Aunque el estudio está basado en principios científicos, originalmente comenzó como un proyecto de pasión para el profesor Sasaki.
Se había retirado de su puesto universitario, pero como amante de los gatos dijo que quería seguir trabajando para descubrir el gen del gato naranja con la esperanza de que pudiera “contribuir a la superación de las enfermedades felinas”.
Él y su equipo recaudaron 10,6 millones de yenes (US$73.000) entre miles de amantes de los gatos en Japón y el mundo a través de financiación colectiva para poder llevar a cabo el estudio.

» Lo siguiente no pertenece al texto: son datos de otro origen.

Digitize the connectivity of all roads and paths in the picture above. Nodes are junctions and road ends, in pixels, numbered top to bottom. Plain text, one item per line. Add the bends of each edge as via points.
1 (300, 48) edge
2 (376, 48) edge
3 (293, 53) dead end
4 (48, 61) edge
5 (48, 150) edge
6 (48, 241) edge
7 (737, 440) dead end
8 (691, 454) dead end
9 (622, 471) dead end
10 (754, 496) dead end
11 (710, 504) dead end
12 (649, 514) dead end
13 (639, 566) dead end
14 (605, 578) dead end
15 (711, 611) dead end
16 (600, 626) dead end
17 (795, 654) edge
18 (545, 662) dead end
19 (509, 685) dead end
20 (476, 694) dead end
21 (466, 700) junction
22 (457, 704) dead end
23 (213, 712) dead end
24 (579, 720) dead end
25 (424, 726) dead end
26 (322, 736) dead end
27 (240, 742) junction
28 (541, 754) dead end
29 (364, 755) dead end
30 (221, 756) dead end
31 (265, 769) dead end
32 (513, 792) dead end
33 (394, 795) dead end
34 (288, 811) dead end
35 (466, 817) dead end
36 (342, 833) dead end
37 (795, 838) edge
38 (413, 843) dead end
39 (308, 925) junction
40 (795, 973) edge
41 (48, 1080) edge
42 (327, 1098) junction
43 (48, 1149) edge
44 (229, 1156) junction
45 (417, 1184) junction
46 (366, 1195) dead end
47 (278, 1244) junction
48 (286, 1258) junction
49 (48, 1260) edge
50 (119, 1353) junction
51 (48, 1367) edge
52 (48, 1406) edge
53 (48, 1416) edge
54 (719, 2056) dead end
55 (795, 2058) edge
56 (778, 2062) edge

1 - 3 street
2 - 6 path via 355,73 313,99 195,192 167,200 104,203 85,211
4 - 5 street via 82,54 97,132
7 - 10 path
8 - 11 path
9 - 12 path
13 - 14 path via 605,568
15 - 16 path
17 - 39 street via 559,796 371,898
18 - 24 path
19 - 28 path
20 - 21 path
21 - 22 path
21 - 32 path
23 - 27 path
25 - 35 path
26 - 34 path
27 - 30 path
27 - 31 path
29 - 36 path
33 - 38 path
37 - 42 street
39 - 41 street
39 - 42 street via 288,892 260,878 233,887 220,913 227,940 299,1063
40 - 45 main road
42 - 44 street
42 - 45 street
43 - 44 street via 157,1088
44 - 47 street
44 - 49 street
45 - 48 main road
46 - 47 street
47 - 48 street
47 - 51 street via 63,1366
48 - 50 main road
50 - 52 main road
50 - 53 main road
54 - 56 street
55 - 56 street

Uno de los contribuyentes escribió: “Somos hermanos y cursamos primero y tercer grado de primaria. Donamos nuestro dinero de bolsillo. Úsenlo para investigar sobre los gatos calicó”.
El gen ARHGAP36 también está activo en muchas otras áreas del cuerpo, incluido el cerebro y las glándulas hormonales, y se cree que es importante para el desarrollo.
Los investigadores creen que es posible que la mutación del ADN en el gen pueda causar otros cambios en estas partes del cuerpo vinculados a condiciones de salud o temperamento.
El gen ARHGAP36 se encuentra en humanos y se ha relacionado con el cáncer de piel y la caída del cabello.
“Muchos dueños de gatos se dejan llevar por la idea de que los diferentes colores y patrones de pelaje están vinculados a diferentes personalidades”, afirmó el profesor Sasaki.
“Aún no hay evidencia científica que respalde esto, pero es una idea intrigante y me encantaría explorarla más a fondo”.